Известно, что в это время охота утомляла его. С давних пор она была для него лучшим отдыхом; теперь он, сойдя с коня, прямо ложился в постель. Однако неясно, была ли это усталость только телесного свойства. Даже смех обессиливал его в ту пору, хотя он любил пошутить с друзьями; а к друзьям он причислял всех, кто прошел с ним через жизнь. Насчет роли д’Эпернона сомнений нет, но ведь он такой старый товарищ. Право же, глухого подагрика нетрудно поднять на смех, если искать мишени для шуток. Двор, однако, предпочитал высмеивать честных друзей короля. Маршал Роклор держал свою дражайшую половину у себя в провинции и никогда не показывал ее, предоставляя догадываться почему. Быть может, по причине какого-нибудь изъяна, не то она глуха, не то глупа. Семейные обстоятельства старого вояки служили неисчерпаемым источником острот; ничего удивительного, если в конце концов насмешки зашли слишком далеко. Уж не потому ли, что при этом присутствовал король? Случилось это однажды вечером в его присутствии, и он помешал Роклору обнажить шпагу. Он взял маршала под руку, и оба покинули общество.
— Пожалуй, я чересчур долго вторил их смеху, — сказал Генрих. Маршал проворчал:
— Я осел, что обиделся на шутку.
Генрих:
— А была ли это шутка и в кого она метила?
Роклор недоуменно качает головой.
Генрих:
— Вы меня поняли?
Роклор, решившись:
— У д’Эпернона здесь слишком много друзей.
Генрих:
— Скажите лучше: сообщников.
Роклор, довольно неуверенно:
— Сообщников, если хотите.
Генрих, оглядевшись по сторонам:
— В мой кабинет нельзя. Потайная дверь, может быть, лишь притворена. Роклор!
— Сир, я слушаю.
— Достанет в вас бодрости снова выступить в поход?
— Как всегда, — сказал маршал чересчур громогласно. Он счел вопрос короля коварным. Уж не собираются ли его отставить? Генрих увлек его за выступ стены.
— Будьте осторожны, королева, кажется, не спит, она ведь беременна. После нашего путешествия в Савойю прошло… несколько лет. Вы не замечали, что точный счет можно вести лишь двум третям жизни, а последней уже нельзя? Молодость кажется бесконечной, старость — точно один день.
Роклор, в виде самозащиты:
— Мы с храбрым Крийоном часто припоминаем, что сделано нами в каждый час вашего последнего похода. И задаемся вопросом, когда же нам снова будет так привольно житься.
Генрих:
— Рад за вас и за храброго Крийона. А я? Мне, например, лучше бы не встречаться вновь с королевой Наваррской.
Роклор, убежденно:
— Женщины для нас крест, это всегда было и будет истиной.

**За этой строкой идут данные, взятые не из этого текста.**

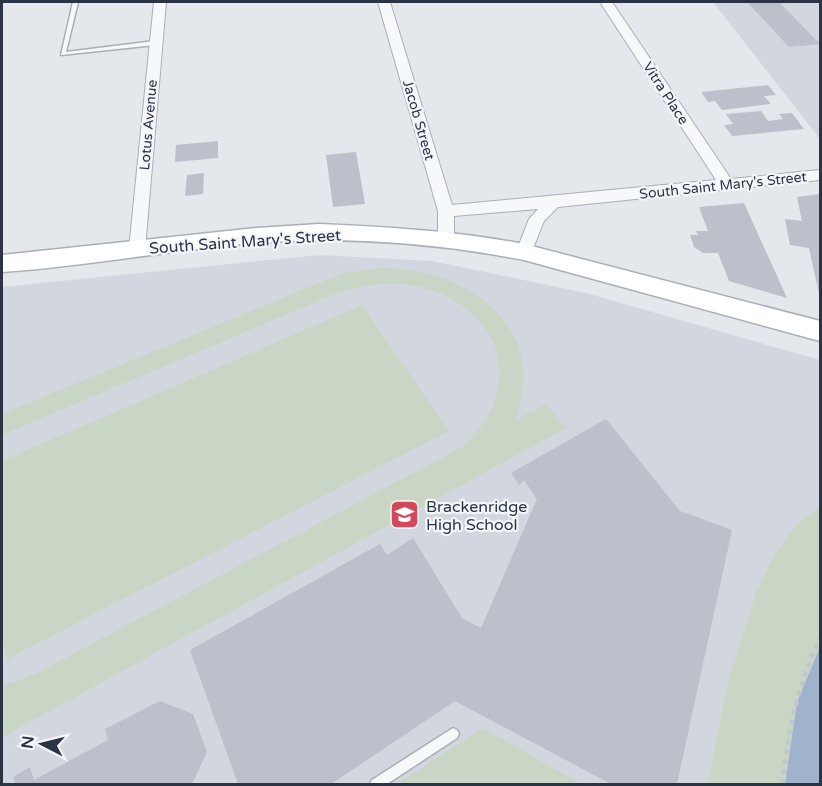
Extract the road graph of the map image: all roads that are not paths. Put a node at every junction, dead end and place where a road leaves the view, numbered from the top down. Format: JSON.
{"nodes":[{"id":1,"x":75,"y":2,"type":"edge"},
{"id":2,"x":160,"y":2,"type":"edge"},
{"id":3,"x":384,"y":2,"type":"edge"},
{"id":4,"x":606,"y":2,"type":"edge"},
{"id":5,"x":155,"y":43,"type":"junction"},
{"id":6,"x":820,"y":175,"type":"edge"},
{"id":7,"x":727,"y":185,"type":"junction"},
{"id":8,"x":553,"y":202,"type":"junction"},
{"id":9,"x":446,"y":212,"type":"junction"},
{"id":10,"x":446,"y":240,"type":"junction"},
{"id":11,"x":137,"y":249,"type":"junction"},
{"id":12,"x":524,"y":252,"type":"junction"},
{"id":13,"x":2,"y":264,"type":"edge"},
{"id":14,"x":820,"y":331,"type":"edge"},
{"id":15,"x":453,"y":734,"type":"dead end"},
{"id":16,"x":376,"y":784,"type":"edge"}],
"edges":[{"from":1,"to":5,"type":"lane"},
{"from":2,"to":5,"type":"street","name":"Lotus Avenue"},
{"from":3,"to":9,"type":"street","name":"Jacob Street"},
{"from":4,"to":7,"type":"street","name":"Vitra Place"},
{"from":5,"to":11,"type":"street","name":"Lotus Avenue"},
{"from":6,"to":7,"type":"street","name":"South Saint Mary's Street"},
{"from":7,"to":8,"type":"street","name":"South Saint Mary's Street"},
{"from":8,"to":9,"type":"street","name":"South Saint Mary's Street"},
{"from":8,"to":12,"type":"street"},
{"from":9,"to":10,"type":"street","name":"Jacob Street"},
{"from":10,"to":11,"type":"main road","name":"South Saint Mary's Street"},
{"from":10,"to":12,"type":"main road","name":"South Saint Mary's Street"},
{"from":11,"to":13,"type":"main road","name":"South Saint Mary's Street"},
{"from":12,"to":14,"type":"main road","name":"South Saint Mary's Street"},
{"from":15,"to":16,"type":"lane"}]}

Их надо оставлять дома, для чего война — лучший предлог.
Генрих кладет руку ему на плечо, стоит теперь рядом с ним и говорит в пространство:
— А мы разве с годами становимся приятнее? Трудно отрицать, что и мы под конец можем надоесть. Долгое время мы были законодателем мод и создавали моду, моду на весельчака, моду на вольнодумца, моду на благодетеля народа.
Роклор:
— Моду на храбрость, рассудительность, моду на Францию, моду на служение женщинам.
Генрих:
— Моду на рогоносцев. Словом, моду. Как бы ее ни называть, она надоедает, и мы вместе с ней. Люди жаждут противоположности, хотя бы она не сделала их счастливее. Неужто вы думаете, что моему сыну Вандому на пользу итальянский порок?

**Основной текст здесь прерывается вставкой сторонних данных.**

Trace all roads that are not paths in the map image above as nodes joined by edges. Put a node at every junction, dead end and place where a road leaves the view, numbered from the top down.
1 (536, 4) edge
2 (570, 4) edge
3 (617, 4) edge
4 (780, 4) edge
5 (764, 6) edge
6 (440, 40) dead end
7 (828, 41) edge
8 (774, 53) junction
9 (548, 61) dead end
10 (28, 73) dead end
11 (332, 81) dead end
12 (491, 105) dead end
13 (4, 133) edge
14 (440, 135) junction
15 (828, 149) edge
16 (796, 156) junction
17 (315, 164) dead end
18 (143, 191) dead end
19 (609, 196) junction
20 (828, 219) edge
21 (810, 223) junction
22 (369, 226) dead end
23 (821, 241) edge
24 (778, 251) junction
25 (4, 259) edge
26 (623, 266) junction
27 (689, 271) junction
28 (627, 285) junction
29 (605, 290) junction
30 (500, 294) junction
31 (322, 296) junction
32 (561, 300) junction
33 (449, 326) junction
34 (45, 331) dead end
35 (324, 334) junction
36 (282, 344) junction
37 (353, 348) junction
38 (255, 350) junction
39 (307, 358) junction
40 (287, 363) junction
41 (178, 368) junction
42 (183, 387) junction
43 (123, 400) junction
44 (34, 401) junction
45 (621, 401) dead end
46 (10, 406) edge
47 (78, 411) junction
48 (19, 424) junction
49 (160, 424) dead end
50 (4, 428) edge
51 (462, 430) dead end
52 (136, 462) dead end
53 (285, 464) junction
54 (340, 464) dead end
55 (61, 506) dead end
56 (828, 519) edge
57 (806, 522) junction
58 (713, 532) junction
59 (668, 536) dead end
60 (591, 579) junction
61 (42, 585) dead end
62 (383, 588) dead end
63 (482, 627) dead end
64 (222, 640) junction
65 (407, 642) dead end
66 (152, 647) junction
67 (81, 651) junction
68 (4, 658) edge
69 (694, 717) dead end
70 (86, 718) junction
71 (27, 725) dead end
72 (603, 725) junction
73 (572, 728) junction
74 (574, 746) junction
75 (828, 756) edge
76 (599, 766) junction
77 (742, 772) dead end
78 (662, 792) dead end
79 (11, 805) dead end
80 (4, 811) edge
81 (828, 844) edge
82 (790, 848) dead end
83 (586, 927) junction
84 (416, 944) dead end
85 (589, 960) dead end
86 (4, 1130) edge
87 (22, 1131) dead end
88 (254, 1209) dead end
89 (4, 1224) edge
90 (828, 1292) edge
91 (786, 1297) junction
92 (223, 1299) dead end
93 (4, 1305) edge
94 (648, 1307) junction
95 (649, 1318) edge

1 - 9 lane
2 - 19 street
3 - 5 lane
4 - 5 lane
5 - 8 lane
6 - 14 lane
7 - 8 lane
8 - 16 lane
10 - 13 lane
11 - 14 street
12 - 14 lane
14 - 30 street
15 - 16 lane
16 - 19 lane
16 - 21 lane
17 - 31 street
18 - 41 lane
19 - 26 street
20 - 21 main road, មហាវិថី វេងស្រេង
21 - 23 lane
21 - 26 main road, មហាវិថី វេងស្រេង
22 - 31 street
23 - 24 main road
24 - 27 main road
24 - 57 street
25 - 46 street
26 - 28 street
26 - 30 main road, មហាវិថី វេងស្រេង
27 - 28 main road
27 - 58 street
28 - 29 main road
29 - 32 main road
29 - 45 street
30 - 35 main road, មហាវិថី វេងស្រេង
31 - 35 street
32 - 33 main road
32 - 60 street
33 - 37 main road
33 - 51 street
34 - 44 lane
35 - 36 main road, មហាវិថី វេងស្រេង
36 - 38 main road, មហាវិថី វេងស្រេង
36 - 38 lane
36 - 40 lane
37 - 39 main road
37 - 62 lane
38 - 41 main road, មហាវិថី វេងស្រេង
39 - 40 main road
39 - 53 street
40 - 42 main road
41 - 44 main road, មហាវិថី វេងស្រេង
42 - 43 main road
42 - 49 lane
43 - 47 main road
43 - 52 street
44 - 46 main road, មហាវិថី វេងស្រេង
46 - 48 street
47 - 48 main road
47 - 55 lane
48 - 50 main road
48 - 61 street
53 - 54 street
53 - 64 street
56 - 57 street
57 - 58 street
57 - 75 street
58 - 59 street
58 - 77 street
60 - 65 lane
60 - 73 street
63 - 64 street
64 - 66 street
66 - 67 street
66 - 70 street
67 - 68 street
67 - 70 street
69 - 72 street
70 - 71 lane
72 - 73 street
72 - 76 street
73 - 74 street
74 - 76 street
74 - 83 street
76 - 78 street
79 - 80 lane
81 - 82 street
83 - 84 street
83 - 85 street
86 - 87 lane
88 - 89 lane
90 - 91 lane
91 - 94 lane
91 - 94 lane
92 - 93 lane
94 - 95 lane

На это маршал не нашел утешения для отца, который имел от прелестной Габриели, именно от нее, сына с извращенными наклонностями.

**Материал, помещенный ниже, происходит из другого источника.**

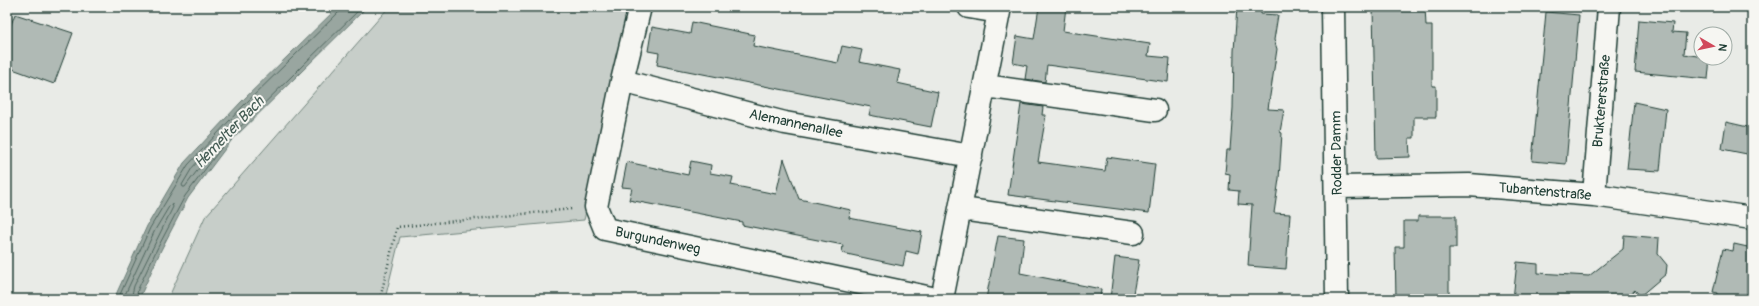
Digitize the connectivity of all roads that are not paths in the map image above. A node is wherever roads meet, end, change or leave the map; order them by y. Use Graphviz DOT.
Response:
graph roads {
  1 [pos="640,7"];
  2 [pos="969,7"];
  3 [pos="1333,7"];
  4 [pos="1609,7"];
  5 [pos="1000,9"];
  6 [pos="622,81"];
  7 [pos="985,86"];
  8 [pos="1156,110"];
  9 [pos="971,156"];
  10 [pos="1336,187"];
  11 [pos="1594,195"];
  12 [pos="960,209"];
  13 [pos="1752,218"];
  14 [pos="1133,233"];
  15 [pos="936,299"];
  16 [pos="942,299"];
  17 [pos="1337,299"];
  1 -- 6 [label="street"];
  2 -- 5 [label="street"];
  3 -- 10 [label="street, Rodder Damm"];
  4 -- 11 [label="street, Bruktererstraße"];
  5 -- 7 [label="street"];
  6 -- 9 [label="street, Alemannenallee"];
  6 -- 15 [label="street, Burgundenweg"];
  7 -- 8 [label="street"];
  7 -- 9 [label="street"];
  9 -- 12 [label="street"];
  10 -- 11 [label="street, Tubantenstraße"];
  10 -- 17 [label="street, Rodder Damm"];
  11 -- 13 [label="street, Tubantenstraße"];
  12 -- 14 [label="street"];
  12 -- 16 [label="street"];
}
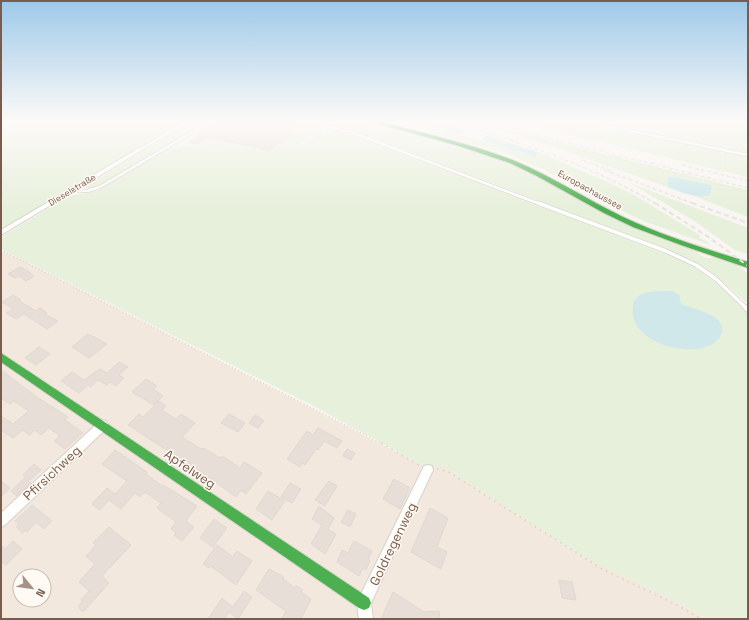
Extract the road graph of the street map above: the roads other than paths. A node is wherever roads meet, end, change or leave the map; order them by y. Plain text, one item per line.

Генрих, повернувшись к стене:
— Что я знаю.
Под чем он подразумевал не только различные способы любви. «Имею ли я еще право на мой Великий план? Предприятие новое, трудное, вполне реальное — в такую пору жизни, которая приобретает нереальность от дружных желаний убрать меня».
Роклор видел: минута слабости, он понимал больше, чем можно предположить. После краткого колебания он решился, обнял за плечи своего государя, рука у него при этом дрожала, но он промолвил:
— Наварра. — На ухо своему государю: — Мой принц Генрих Наварра.
Король привлек его к себе, обнял за шею, поцеловал в обе щеки. Обратился к нему на «ты», как в давние времена. Произнес:
— Роклор, ты был всех нас красивее от побрякушек, которые навешивал на себя, особенно в бою.